It is positive that the fathers of the Revolution would not have been successful but for the women, perhaps uneducated in books but competent and self-sacrificing in maintaining the home, while the men were fighting for liberty and free exercise of all its enjoyments. If this great nation is a testimonial of what women without the aid of books contributed in laying the foundation, what must now be expected of women having every advantage of education from kindergarten and primary schools to the woman's college?
I might mention sixteen colleges now exclusively devoted to the education of young women in New York, Massachusetts, Pennsylvania, Maryland, North Carolina, South Carolina, Georgia, Ohio, and Illinois with a roll of eight thousand young women students.
The first seniority is Mount Holyoke, Mass., founded in 1837, having 755 scholars; the largest is Smith College, Northampton, Mass., 1,620 young women; next Wellesley, Mass., 1,375, and Bryn Mawr, Pennsylvania, 1,125. To show the difference between now and the days of our revolutionary fathers, the school houses were built of logs, one story high, with bark roofs and puncheon or dirt floors, which on account of incessant tramping usually became covered several inches deep with dust.
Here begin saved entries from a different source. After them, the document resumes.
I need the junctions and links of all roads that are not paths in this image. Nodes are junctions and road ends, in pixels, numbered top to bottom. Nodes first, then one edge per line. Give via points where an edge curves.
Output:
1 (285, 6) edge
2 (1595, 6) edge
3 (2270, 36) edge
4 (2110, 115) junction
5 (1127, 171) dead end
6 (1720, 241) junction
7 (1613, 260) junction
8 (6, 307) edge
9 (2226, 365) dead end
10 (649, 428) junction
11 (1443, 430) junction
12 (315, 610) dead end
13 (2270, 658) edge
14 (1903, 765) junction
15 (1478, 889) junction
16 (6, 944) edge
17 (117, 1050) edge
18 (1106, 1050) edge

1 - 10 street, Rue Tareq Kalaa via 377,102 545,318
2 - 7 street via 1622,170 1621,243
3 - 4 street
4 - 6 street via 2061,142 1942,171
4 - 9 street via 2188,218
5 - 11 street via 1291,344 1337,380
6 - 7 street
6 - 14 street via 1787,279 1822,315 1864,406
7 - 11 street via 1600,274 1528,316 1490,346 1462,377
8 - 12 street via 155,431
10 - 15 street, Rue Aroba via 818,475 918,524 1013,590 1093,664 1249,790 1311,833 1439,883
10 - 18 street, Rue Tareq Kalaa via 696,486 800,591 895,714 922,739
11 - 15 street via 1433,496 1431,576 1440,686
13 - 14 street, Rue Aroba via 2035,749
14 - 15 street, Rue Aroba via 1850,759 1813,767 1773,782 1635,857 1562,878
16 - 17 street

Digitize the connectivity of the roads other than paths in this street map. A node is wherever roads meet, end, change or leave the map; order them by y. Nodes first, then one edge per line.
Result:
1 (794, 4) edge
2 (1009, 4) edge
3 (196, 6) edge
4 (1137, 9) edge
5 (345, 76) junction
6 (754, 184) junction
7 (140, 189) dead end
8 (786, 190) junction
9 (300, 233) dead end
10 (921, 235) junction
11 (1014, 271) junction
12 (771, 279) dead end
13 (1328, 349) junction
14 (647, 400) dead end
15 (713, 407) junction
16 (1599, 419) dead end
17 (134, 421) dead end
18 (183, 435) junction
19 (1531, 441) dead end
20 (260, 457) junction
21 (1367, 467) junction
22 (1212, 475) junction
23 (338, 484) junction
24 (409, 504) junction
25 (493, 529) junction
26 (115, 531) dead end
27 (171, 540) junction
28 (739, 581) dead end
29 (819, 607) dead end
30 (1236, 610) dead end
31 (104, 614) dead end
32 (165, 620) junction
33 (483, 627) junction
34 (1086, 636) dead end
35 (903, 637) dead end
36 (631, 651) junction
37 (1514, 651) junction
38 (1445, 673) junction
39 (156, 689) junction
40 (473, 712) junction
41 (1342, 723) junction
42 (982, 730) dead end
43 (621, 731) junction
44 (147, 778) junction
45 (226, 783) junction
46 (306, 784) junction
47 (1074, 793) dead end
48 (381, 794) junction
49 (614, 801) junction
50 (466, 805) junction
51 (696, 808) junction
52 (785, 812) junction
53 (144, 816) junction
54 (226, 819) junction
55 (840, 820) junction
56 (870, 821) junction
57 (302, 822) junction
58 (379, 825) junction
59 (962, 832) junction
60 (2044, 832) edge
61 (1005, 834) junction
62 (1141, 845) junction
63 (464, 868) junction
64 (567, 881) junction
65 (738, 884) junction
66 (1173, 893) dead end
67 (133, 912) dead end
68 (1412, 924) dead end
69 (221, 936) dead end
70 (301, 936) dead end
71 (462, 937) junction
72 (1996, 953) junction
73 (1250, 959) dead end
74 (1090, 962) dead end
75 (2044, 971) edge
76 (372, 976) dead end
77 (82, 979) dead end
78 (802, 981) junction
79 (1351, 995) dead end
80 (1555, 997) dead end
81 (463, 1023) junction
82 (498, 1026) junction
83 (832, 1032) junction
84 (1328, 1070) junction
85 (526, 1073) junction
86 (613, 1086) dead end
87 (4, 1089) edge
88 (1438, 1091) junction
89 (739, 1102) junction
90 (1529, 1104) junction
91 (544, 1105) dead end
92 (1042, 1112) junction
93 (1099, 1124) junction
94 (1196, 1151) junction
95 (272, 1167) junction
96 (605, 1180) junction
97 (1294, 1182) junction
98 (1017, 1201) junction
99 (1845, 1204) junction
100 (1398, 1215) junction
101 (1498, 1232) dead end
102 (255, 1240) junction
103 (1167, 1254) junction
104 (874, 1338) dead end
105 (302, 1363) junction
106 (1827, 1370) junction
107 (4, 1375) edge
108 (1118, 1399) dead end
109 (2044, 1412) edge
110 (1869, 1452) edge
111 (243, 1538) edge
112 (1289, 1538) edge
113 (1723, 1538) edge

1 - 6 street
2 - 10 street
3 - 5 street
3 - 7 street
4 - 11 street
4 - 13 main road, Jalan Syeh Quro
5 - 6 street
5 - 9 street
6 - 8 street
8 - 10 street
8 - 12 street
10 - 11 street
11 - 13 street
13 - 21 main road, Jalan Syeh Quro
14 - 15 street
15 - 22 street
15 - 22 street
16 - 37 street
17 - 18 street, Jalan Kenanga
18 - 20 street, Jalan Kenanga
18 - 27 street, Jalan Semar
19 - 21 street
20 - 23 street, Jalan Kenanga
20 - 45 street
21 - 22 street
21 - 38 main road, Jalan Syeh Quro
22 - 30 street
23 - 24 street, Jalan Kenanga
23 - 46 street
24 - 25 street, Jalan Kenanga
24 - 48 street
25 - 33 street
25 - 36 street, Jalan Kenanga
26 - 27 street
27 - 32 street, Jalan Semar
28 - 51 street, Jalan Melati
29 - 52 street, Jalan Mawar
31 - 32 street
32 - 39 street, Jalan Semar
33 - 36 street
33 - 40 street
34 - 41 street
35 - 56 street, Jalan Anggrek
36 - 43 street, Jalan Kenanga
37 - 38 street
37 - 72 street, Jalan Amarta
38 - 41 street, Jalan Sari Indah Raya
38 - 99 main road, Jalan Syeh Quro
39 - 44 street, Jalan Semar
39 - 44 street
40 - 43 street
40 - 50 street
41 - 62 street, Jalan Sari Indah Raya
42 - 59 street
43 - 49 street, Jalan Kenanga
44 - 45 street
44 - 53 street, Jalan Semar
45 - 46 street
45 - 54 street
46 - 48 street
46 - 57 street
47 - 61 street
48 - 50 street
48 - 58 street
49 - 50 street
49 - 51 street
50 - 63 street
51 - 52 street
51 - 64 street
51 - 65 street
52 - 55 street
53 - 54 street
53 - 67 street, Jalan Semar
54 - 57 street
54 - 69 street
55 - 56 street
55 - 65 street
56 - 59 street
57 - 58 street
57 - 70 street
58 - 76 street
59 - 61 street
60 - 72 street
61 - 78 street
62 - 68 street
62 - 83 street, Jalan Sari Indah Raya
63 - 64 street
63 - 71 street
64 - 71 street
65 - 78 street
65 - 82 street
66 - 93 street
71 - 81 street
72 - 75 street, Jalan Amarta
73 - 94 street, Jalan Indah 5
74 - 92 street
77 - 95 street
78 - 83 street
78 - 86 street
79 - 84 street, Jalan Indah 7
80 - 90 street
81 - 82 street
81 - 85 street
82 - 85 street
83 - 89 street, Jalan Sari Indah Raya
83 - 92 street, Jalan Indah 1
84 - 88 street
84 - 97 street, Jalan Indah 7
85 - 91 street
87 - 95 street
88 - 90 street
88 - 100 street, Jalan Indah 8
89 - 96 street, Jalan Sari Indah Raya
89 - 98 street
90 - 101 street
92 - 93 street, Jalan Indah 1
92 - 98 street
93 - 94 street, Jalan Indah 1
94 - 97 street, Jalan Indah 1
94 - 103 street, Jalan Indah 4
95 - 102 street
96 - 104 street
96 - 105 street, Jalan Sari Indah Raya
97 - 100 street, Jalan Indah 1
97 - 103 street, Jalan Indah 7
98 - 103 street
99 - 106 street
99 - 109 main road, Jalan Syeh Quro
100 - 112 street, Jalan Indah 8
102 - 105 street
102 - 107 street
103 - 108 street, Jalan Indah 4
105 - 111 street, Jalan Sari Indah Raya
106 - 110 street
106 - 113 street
The teacher sat in the center of the room.
In the log walls around were driven wooden pegs upon which were laid boards that formed the desks. The seats were rough stools or logs. All sat with backs to the teacher. The windows to admit light were fitted with white paper greased with lard instead of glass. The boy scholars wore leather or dried skin aprons and buckskin tunics and leggins, when they could not get woven materials. And the girls, coarsely woven flax or wool bodices, skirts, kerchiefs, and aprons and footwear of wood, coarse leather, not a few going barefoot.
The writing equipment in Revolutionary days consisted of ink which was of home manufacture from an ink powder, quills and a pen knife, cutting pens from goose quills being an art. The rest of the materials were paper, pumice, a rule, wax, and black sand, shaken from a pepper box arrangement, instead of blotting paper.
The earliest method of teaching before school text-books were known was by what was termed the hornbook, a tablet of wood about 5 by 2 inches upon which was fastened a paper sheet containing the alphabet in capitals and small letters across the top and simple syllables like, ab, ad, etc.; below and underneath the whole the Lord's Prayer. The paper containing this course of study was covered with a sheet of transparent horn fastened around the edges. At the lower edge was a small handle with a hole through it and a string to go around the neck. By this means the advantages of a colonial education stayed by the scholars if they wished to avail of them or not.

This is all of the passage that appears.